Now it's worth noting (as pointed out by David Hammen) that the wavelength distribution of this power is "far beyond the visible". In fact, Wien's displacement law tells us that the peak is at $\lambda = \frac{b}{T}$ where $b=2.9\cdot 10^{-3} m K$. At a temperature of 15 MK, that puts the peak wavelength at 0.2 nm - the realm of X rays. In fact, the handy conversion from wavelength to eV is E = (1240 eV nm) / $\lambda$, so 0.2 nm has an energy of about 6 keV. Lucky for you, that is an energy that is well absorbed by air - according to this table the attenuation coefficient at 6 keV is about 23 cm$^2$ / g. With the density of air at about 1.2 kg / m$^3$ or 1.2 mg/cm$^3$, the attenuation length in air is 0.027 cm$^{-1}$. That means none of that radiation would reach very far. The local air would be massively ionized, but would then re-emit energy at progressively longer wavelengths; at 1000 miles you would be quite well shielded.
Clearly, getting very close to such a hot body would kill you, but at 1000 miles you get "just" the power of the sun - which you should be able to survive. Just don't look directly at the pin - you will probably go blind.
And given the power needed - no, you can't make (and keep) a small blob of matter that hot.
A small atomic bomb converts about 1g of its mass into energy.
So even in the best (worst?) case of a pinhead being perfectly turned into energy this is only about the amount of energy needed to severely redevelop a small city's downtown. It certainly didn't kill everyone within 1000mi
It depends how quickly you heated it. If you did not do it instantly like within a fraction of a second, but lets say took an hour to do it. the real small mass of steel that you speak of would gradually go through the following phase changes as it was heated up.
solid to liquid
if somehow confined to the pinhead volume:
liquid to gas
finally gas to plasma
Since according to Boyle's law, the volume of a quantity of gas increases with temperature, you would have to confine the original pinhead mass somehow to stay in that pinhead volume, and even more so as the mass changes form gas to plasma. In any sense, a gradual heating will not cause the thermal shock wave that a rapid instantaneous heating will cause.
Pinhead is made out of steel which is around 80% iron and 20%carbon.

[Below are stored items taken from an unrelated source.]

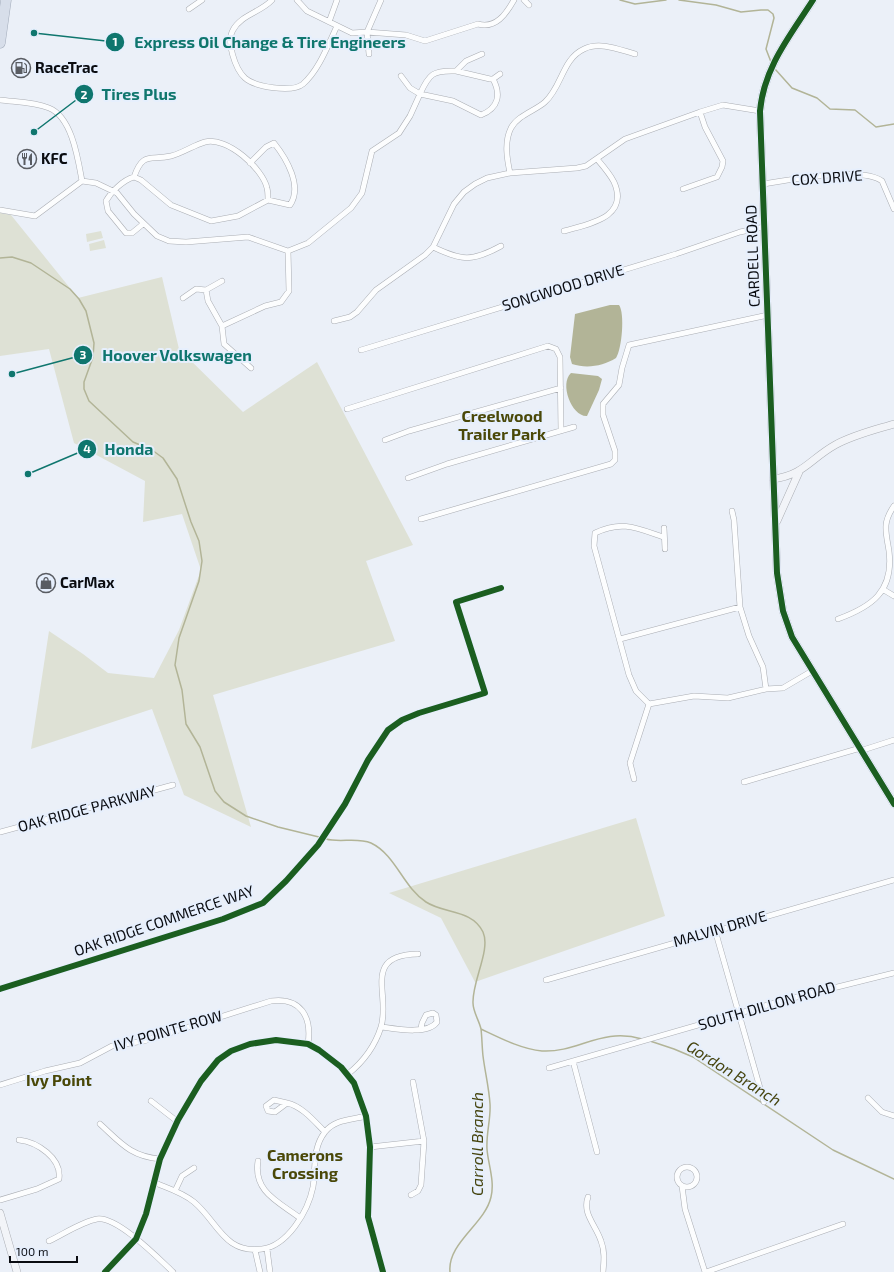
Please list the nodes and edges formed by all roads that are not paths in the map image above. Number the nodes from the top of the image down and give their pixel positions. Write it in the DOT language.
graph roads {
  1 [pos="6,0"];
  2 [pos="202,0"];
  3 [pos="272,0"];
  4 [pos="297,0"];
  5 [pos="337,0"];
  6 [pos="381,0"];
  7 [pos="514,0"];
  8 [pos="524,0"];
  9 [pos="813,0"];
  10 [pos="529,5"];
  11 [pos="189,8"];
  12 [pos="329,22"];
  13 [pos="337,26"];
  14 [pos="367,32"];
  15 [pos="0,43"];
  16 [pos="369,54"];
  17 [pos="482,54"];
  18 [pos="635,54"];
  19 [pos="456,71"];
  20 [pos="500,74"];
  21 [pos="401,76"];
  22 [pos="493,79"];
  23 [pos="420,94"];
  24 [pos="0,100"];
  25 [pos="760,111"];
  26 [pos="700,112"];
  27 [pos="597,159"];
  28 [pos="250,162"];
  29 [pos="510,173"];
  30 [pos="134,177"];
  31 [pos="82,181"];
  32 [pos="763,184"];
  33 [pos="683,189"];
  34 [pos="114,191"];
  35 [pos="268,200"];
  36 [pos="894,209"];
  37 [pos="0,210"];
  38 [pos="144,224"];
  39 [pos="764,227"];
  40 [pos="564,231"];
  41 [pos="501,246"];
  42 [pos="433,247"];
  43 [pos="288,251"];
  44 [pos="222,281"];
  45 [pos="206,290"];
  46 [pos="183,298"];
  47 [pos="768,315"];
  48 [pos="334,321"];
  49 [pos="222,326"];
  50 [pos="361,350"];
  51 [pos="251,368"];
  52 [pos="561,388"];
  53 [pos="347,409"];
  54 [pos="894,424"];
  55 [pos="574,427"];
  56 [pos="561,431"];
  57 [pos="385,440"];
  58 [pos="799,472"];
  59 [pos="408,478"];
  60 [pos="773,479"];
  61 [pos="894,506"];
  62 [pos="732,511"];
  63 [pos="421,519"];
  64 [pos="776,525"];
  65 [pos="664,528"];
  66 [pos="663,537"];
  67 [pos="665,549"];
  68 [pos="501,588"];
  69 [pos="884,590"];
  70 [pos="894,596"];
  71 [pos="740,607"];
  72 [pos="838,619"];
  73 [pos="620,638"];
  74 [pos="812,671"];
  75 [pos="766,689"];
  76 [pos="649,704"];
  77 [pos="894,740"];
  78 [pos="862,750"];
  79 [pos="634,779"];
  80 [pos="744,782"];
  81 [pos="173,785"];
  82 [pos="894,804"];
  83 [pos="0,832"];
  84 [pos="894,880"];
  85 [pos="715,930"];
  86 [pos="418,954"];
  87 [pos="894,973"];
  88 [pos="546,980"];
  89 [pos="0,989"];
  90 [pos="740,1013"];
  91 [pos="382,1027"];
  92 [pos="421,1028"];
  93 [pos="308,1044"];
  94 [pos="573,1061"];
  95 [pos="549,1068"];
  96 [pos="348,1074"];
  97 [pos="413,1082"];
  98 [pos="0,1086"];
  99 [pos="868,1098"];
  100 [pos="151,1101"];
  101 [pos="764,1102"];
  102 [pos="287,1104"];
  103 [pos="366,1116"];
  104 [pos="894,1116"];
  105 [pos="178,1122"];
  106 [pos="100,1124"];
  107 [pos="325,1132"];
  108 [pos="19,1140"];
  109 [pos="424,1141"];
  110 [pos="370,1147"];
  111 [pos="597,1152"];
  112 [pos="160,1158"];
  113 [pos="258,1161"];
  114 [pos="194,1168"];
  115 [pos="153,1182"];
  116 [pos="682,1186"];
  117 [pos="176,1191"];
  118 [pos="411,1195"];
  119 [pos="588,1197"];
  120 [pos="0,1200"];
  121 [pos="0,1213"];
  122 [pos="300,1218"];
  123 [pos="843,1224"];
  124 [pos="136,1239"];
  125 [pos="49,1241"];
  126 [pos="267,1249"];
  127 [pos="255,1250"];
  128 [pos="17,1272"];
  129 [pos="106,1272"];
  130 [pos="173,1272"];
  131 [pos="260,1272"];
  132 [pos="270,1272"];
  133 [pos="383,1272"];
  134 [pos="602,1272"];
  135 [pos="705,1272"];
  1 -- 15 [label="highway"];
  2 -- 11 [label="street"];
  3 -- 13 [label="street"];
  4 -- 12 [label="street"];
  5 -- 12 [label="street"];
  6 -- 14 [label="street"];
  7 -- 14 [label="street"];
  8 -- 10 [label="street"];
  9 -- 25 [label="street, CARDELL ROAD"];
  12 -- 13 [label="street"];
  13 -- 14 [label="street"];
  14 -- 16 [label="street"];
  17 -- 19 [label="street"];
  18 -- 29 [label="street"];
  19 -- 22 [label="street"];
  19 -- 23 [label="street"];
  20 -- 22 [label="street"];
  21 -- 23 [label="street"];
  22 -- 23 [label="street"];
  23 -- 43 [label="street"];
  24 -- 31 [label="street"];
  25 -- 26 [label="street"];
  25 -- 32 [label="street, CARDELL ROAD"];
  26 -- 27 [label="street"];
  26 -- 33 [label="street"];
  27 -- 29 [label="street"];
  27 -- 40 [label="street"];
  28 -- 30 [label="street"];
  28 -- 35 [label="street"];
  28 -- 35 [label="street"];
  29 -- 42 [label="street"];
  30 -- 34 [label="street"];
  30 -- 35 [label="street"];
  31 -- 34 [label="street"];
  31 -- 37 [label="street"];
  32 -- 36 [label="street, COX DRIVE"];
  32 -- 39 [label="street, CARDELL ROAD"];
  34 -- 38 [label="street"];
  34 -- 38 [label="street"];
  38 -- 43 [label="street"];
  39 -- 47 [label="street, CARDELL ROAD"];
  39 -- 50 [label="street, SONGWOOD DRIVE"];
  41 -- 42 [label="street"];
  42 -- 48 [label="street"];
  43 -- 49 [label="street"];
  44 -- 45 [label="street"];
  45 -- 46 [label="street"];
  45 -- 49 [label="street"];
  47 -- 60 [label="street, CARDELL ROAD"];
  47 -- 63 [label="street"];
  49 -- 51 [label="street"];
  52 -- 53 [label="street"];
  52 -- 56 [label="street"];
  52 -- 57 [label="street"];
  54 -- 58 [label="street"];
  55 -- 56 [label="street"];
  56 -- 59 [label="street"];
  58 -- 60 [label="street"];
  58 -- 64 [label="street"];
  60 -- 64 [label="street, CARDELL ROAD"];
  61 -- 69 [label="street"];
  62 -- 71 [label="street"];
  64 -- 74 [label="street, CARDELL ROAD"];
  65 -- 66 [label="street"];
  66 -- 67 [label="street"];
  66 -- 73 [label="street"];
  68 -- 89 [label="street, OAK RIDGE COMMERCE WAY"];
  69 -- 70 [label="street"];
  69 -- 72 [label="street"];
  71 -- 73 [label="street"];
  71 -- 75 [label="street"];
  73 -- 76 [label="street"];
  74 -- 75 [label="street"];
  74 -- 78 [label="street, CARDELL ROAD"];
  75 -- 76 [label="street"];
  76 -- 79 [label="street"];
  77 -- 78 [label="street"];
  78 -- 80 [label="street"];
  78 -- 82 [label="street, CARDELL ROAD"];
  81 -- 83 [label="street, OAK RIDGE PARKWAY"];
  84 -- 85 [label="street, MALVIN DRIVE"];
  85 -- 88 [label="street, MALVIN DRIVE"];
  85 -- 90 [label="street"];
  86 -- 91 [label="street"];
  87 -- 90 [label="street, SOUTH DILLON ROAD"];
  90 -- 94 [label="street, SOUTH DILLON ROAD"];
  90 -- 101 [label="street"];
  91 -- 92 [label="street"];
  91 -- 96 [label="street"];
  93 -- 96 [label="street"];
  93 -- 98 [label="street, IVY POINTE ROW"];
  93 -- 105 [label="street"];
  94 -- 95 [label="street, SOUTH DILLON ROAD"];
  94 -- 111 [label="street"];
  96 -- 103 [label="street"];
  97 -- 109 [label="street"];
  99 -- 104 [label="street"];
  100 -- 105 [label="street"];
  102 -- 107 [label="street"];
  103 -- 107 [label="street"];
  103 -- 110 [label="street"];
  105 -- 112 [label="street"];
  106 -- 112 [label="street"];
  107 -- 122 [label="street"];
  108 -- 120 [label="street"];
  109 -- 110 [label="street"];
  109 -- 118 [label="street"];
  110 -- 133 [label="street"];
  112 -- 115 [label="street"];
  113 -- 122 [label="street"];
  114 -- 117 [label="street"];
  115 -- 117 [label="street"];
  115 -- 124 [label="street"];
  116 -- 116 [label="street"];
  116 -- 135 [label="street"];
  117 -- 127 [label="street"];
  119 -- 134 [label="street"];
  121 -- 128 [label="street"];
  122 -- 126 [label="street"];
  123 -- 135 [label="street"];
  124 -- 125 [label="street"];
  124 -- 129 [label="street"];
  124 -- 130 [label="street"];
  126 -- 127 [label="street"];
  126 -- 132 [label="street"];
  127 -- 131 [label="street"];
}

While you may get some carbon nuclei to fuse through quantum tunneling at 15 million degrees, this temperature is still insufficient for iron to iron fusion or carbon to iron fusion.
Even if you were able to cause fusion of all the carbon nuclei in this minute sample, you would not have enough energy to accomplish said devastation; not even a fraction of it.